The way a company accounts for this is through a deferred tax asset, which is recorded as an intangible asset on the balance sheet. As time passes, the former losses are used to offset future income, thereby decreasing the size of the deferred tax asset.
One thing to keep in mind about deferred tax assets is that they don't exist in perpetuity. They have to be used within a set period of time, else they expire and can no longer be claimed on the income statement to offset a company's future tax liability. Generally speaking, they last for 20 years.
Citigroup's deferred tax asset
No company benefits more from deferred tax assets than Citigroup. In a single year during the financial crisis, it recorded a $53 billion operating loss -- see page 116 of its 2008 income statement here. It followed this up with a nearly $8 billion operating loss the next year.
Given the magnitude of these losses, Citigroup was obviously unable to deduct all of them in the years in which they occurred. The New York-based bank thereby recorded them as deferred tax assets on its balance sheet. At their peak valuation in 2012, they were valued at $58 billion.
Over the last few years, Citigroup has been slowly but steadily whittling away at its deferred tax assets, using them to lower its effective tax rate. Last year, for instance, it used $1.5 billion worth of its past losses to lower its 2015 taxable income.

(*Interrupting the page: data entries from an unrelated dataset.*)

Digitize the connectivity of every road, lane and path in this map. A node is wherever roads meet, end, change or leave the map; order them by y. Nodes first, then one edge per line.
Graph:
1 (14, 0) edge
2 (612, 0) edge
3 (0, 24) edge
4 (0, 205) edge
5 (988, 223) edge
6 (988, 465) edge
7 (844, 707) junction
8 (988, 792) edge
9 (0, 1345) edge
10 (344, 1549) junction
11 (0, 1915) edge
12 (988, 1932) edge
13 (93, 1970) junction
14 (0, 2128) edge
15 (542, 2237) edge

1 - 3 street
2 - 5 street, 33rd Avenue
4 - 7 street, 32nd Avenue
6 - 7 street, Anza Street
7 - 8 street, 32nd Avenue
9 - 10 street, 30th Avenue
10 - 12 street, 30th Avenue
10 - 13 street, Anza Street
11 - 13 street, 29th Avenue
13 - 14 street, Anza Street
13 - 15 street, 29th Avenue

This leaves Citigroup with gross deferred tax assets valued at $51 billion -- though if you exclude deferred tax liabilities, the number drops to $48 billion. Suffice it to say, while the losses certainly weren't pretty when they occurred, this enables Citigroup to reduce its taxable liability for the next dozen years at which point they'll expire.
It's for this reason, in turn, as corporate income taxes are one of a bank's principal expenses, that Citigroup's deferred tax assets are so important for its shareholders to understand and appreciate.